Some lines below hold "André". Pick them out and copy them.

————————

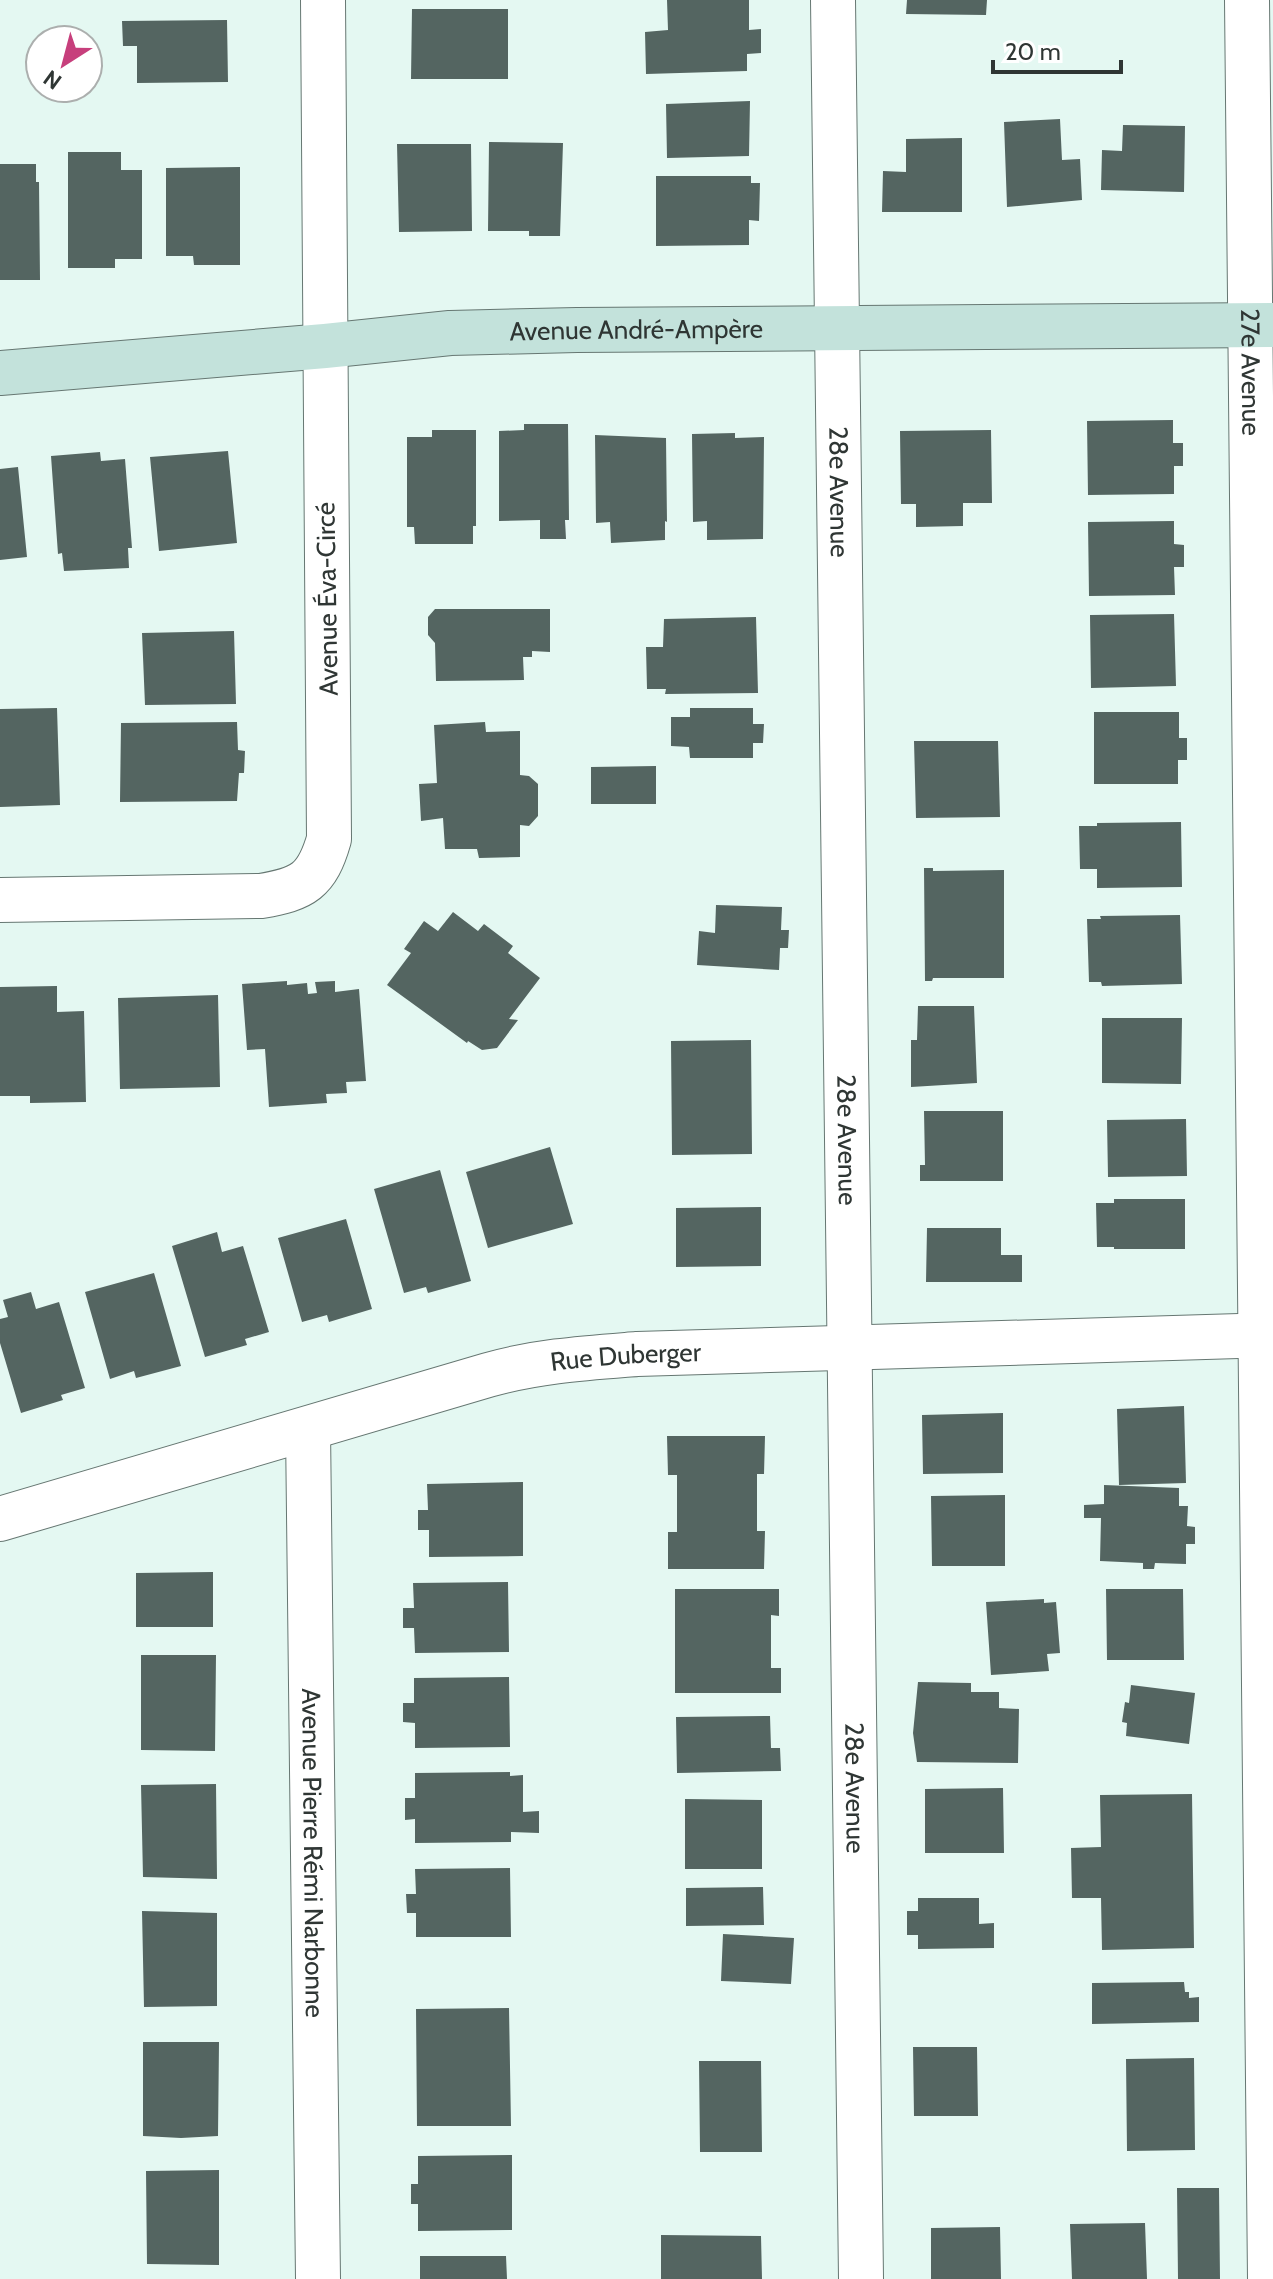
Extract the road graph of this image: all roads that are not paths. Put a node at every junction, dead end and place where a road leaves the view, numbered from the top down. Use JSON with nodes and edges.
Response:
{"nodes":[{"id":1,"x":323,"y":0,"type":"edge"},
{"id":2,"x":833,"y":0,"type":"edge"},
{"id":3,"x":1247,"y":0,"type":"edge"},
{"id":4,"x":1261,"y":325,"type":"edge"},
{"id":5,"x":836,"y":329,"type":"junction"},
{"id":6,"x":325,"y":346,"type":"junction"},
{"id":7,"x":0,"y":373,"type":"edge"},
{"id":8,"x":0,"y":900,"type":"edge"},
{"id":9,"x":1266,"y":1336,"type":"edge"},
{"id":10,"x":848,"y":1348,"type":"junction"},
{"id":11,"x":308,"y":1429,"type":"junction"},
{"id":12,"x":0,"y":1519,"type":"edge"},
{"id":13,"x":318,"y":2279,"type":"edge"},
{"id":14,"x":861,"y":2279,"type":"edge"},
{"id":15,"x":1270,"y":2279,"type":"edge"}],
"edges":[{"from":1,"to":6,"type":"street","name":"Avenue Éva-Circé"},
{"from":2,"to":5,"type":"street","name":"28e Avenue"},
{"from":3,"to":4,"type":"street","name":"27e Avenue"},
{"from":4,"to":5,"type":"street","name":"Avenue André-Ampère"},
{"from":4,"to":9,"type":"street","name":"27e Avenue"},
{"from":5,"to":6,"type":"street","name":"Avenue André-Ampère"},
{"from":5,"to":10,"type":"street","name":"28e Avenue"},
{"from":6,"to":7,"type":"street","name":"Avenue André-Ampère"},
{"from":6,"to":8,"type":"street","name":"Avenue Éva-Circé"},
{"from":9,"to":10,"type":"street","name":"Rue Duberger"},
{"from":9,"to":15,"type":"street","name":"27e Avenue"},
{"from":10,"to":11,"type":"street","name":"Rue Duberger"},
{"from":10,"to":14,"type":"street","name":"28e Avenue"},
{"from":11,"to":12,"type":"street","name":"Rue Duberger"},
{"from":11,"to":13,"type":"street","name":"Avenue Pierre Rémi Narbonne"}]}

————————

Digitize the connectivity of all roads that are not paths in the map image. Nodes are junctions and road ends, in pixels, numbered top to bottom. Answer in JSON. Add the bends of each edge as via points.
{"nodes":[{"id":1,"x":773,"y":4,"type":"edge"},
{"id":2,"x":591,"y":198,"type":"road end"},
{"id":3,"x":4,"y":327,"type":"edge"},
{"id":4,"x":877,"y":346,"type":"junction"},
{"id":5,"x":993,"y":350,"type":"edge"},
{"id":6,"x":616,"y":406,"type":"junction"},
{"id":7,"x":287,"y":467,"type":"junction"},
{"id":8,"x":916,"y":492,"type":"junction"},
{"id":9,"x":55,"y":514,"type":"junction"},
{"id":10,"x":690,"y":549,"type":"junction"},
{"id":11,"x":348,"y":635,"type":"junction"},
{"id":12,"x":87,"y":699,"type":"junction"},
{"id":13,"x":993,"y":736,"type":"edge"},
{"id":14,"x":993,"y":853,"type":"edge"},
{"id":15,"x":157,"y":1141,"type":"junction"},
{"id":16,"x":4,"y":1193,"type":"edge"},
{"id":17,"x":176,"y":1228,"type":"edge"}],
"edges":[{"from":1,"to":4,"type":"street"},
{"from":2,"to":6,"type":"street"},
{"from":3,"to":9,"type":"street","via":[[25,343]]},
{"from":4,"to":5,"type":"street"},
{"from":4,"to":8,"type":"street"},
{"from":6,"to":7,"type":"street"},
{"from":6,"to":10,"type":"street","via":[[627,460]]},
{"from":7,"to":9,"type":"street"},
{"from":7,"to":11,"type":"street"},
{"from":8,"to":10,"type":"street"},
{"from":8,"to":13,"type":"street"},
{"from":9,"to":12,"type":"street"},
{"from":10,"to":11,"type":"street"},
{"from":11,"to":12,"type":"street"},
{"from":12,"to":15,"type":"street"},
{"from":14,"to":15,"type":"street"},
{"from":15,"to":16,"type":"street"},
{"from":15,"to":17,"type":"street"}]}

————————

Result ->
{"from":4,"to":5,"type":"street","name":"Avenue André-Ampère"},
{"from":5,"to":6,"type":"street","name":"Avenue André-Ampère"},
{"from":6,"to":7,"type":"street","name":"Avenue André-Ampère"},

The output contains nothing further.